Task goal => From the first line to the last, return the data exactly, with no pictures.

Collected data
=-=-=

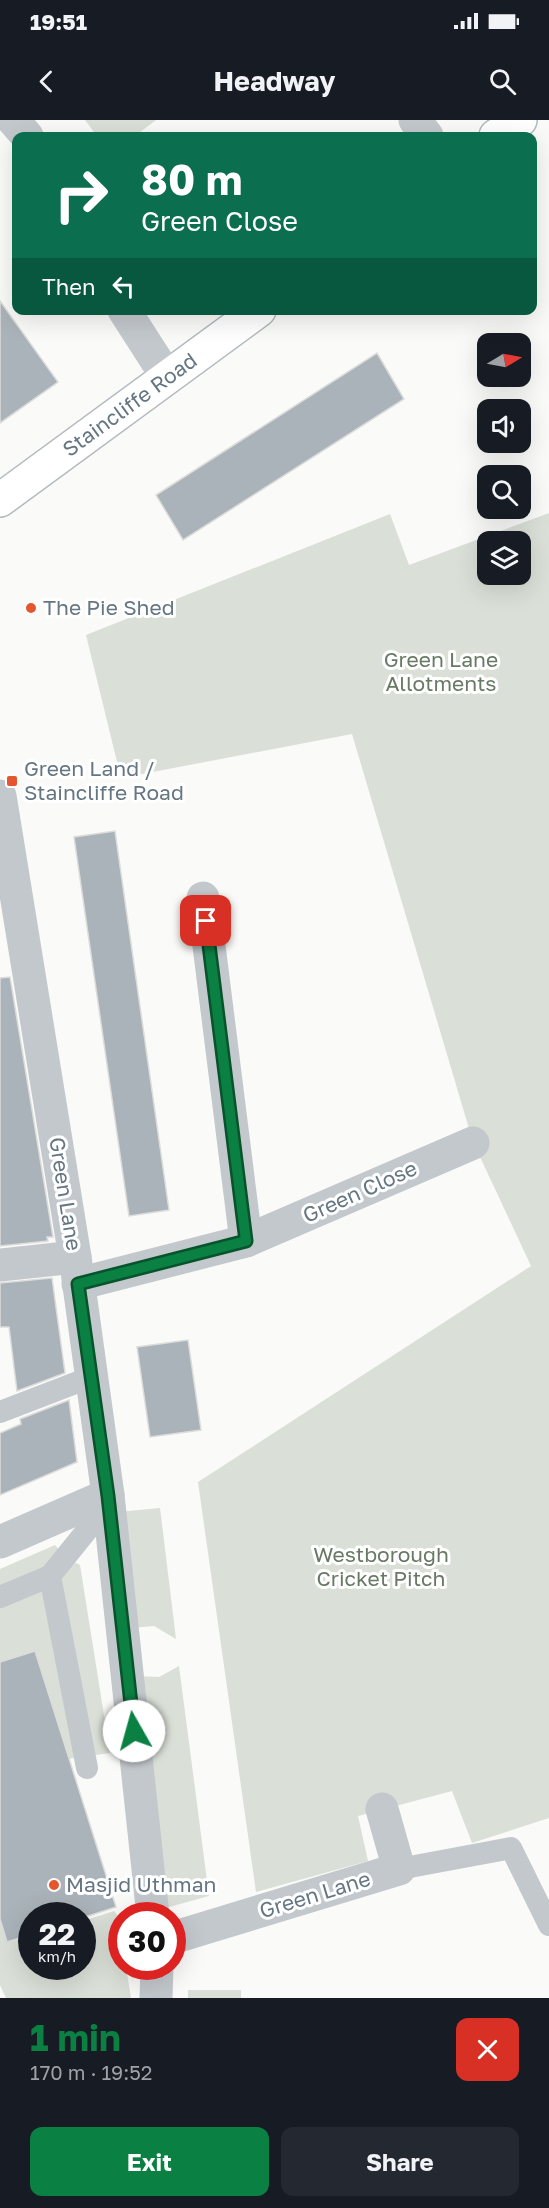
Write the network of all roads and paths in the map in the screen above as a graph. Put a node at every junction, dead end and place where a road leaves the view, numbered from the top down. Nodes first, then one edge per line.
1 (13, 120) edge
2 (520, 120) edge
3 (24, 132) edge
4 (502, 132) edge
5 (127, 315) edge
6 (252, 315) edge
7 (167, 378) junction
8 (0, 500) edge
9 (0, 796) edge
10 (202, 898) dead end
11 (473, 1143) dead end
12 (246, 1241) junction
13 (0, 1265) edge
14 (76, 1270) junction
15 (91, 1377) junction
16 (0, 1412) edge
17 (109, 1499) junction
18 (0, 1542) edge
19 (50, 1576) junction
20 (0, 1597) edge
21 (87, 1768) dead end
22 (382, 1809) dead end
23 (399, 1869) junction
24 (152, 1902) edge
25 (549, 1925) edge
26 (186, 1934) edge
27 (157, 1980) edge
28 (156, 1998) edge

1 - 3 street
2 - 4 street
5 - 7 street
6 - 7 street, Staincliffe Road
7 - 8 street, Staincliffe Road
9 - 14 street, Green Lane
10 - 12 street
11 - 12 street, Green Close
12 - 14 street, Green Close
13 - 14 street, Green Close
14 - 15 street, Green Lane
15 - 16 lane
15 - 17 street, Green Lane
17 - 18 street
17 - 19 lane
17 - 24 street, Green Lane
19 - 20 lane
19 - 21 lane
22 - 23 street, Green Lane
23 - 25 lane
23 - 26 street, Green Lane
27 - 28 street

=-=-=

Finished task =>
Write the network of all roads and paths in the map in the screen above as a graph. Put a node at every junction, dead end and place where a road leaves the view, numbered from the top down. Nodes first, then one edge per line.
1 (13, 120) edge
2 (520, 120) edge
3 (24, 132) edge
4 (502, 132) edge
5 (127, 315) edge
6 (252, 315) edge
7 (167, 378) junction
8 (0, 500) edge
9 (0, 796) edge
10 (202, 898) dead end
11 (473, 1143) dead end
12 (246, 1241) junction
13 (0, 1265) edge
14 (76, 1270) junction
15 (91, 1377) junction
16 (0, 1412) edge
17 (109, 1499) junction
18 (0, 1542) edge
19 (50, 1576) junction
20 (0, 1597) edge
21 (87, 1768) dead end
22 (382, 1809) dead end
23 (399, 1869) junction
24 (152, 1902) edge
25 (549, 1925) edge
26 (186, 1934) edge
27 (157, 1980) edge
28 (156, 1998) edge

1 - 3 street
2 - 4 street
5 - 7 street
6 - 7 street, Staincliffe Road
7 - 8 street, Staincliffe Road
9 - 14 street, Green Lane
10 - 12 street
11 - 12 street, Green Close
12 - 14 street, Green Close
13 - 14 street, Green Close
14 - 15 street, Green Lane
15 - 16 lane
15 - 17 street, Green Lane
17 - 18 street
17 - 19 lane
17 - 24 street, Green Lane
19 - 20 lane
19 - 21 lane
22 - 23 street, Green Lane
23 - 25 lane
23 - 26 street, Green Lane
27 - 28 street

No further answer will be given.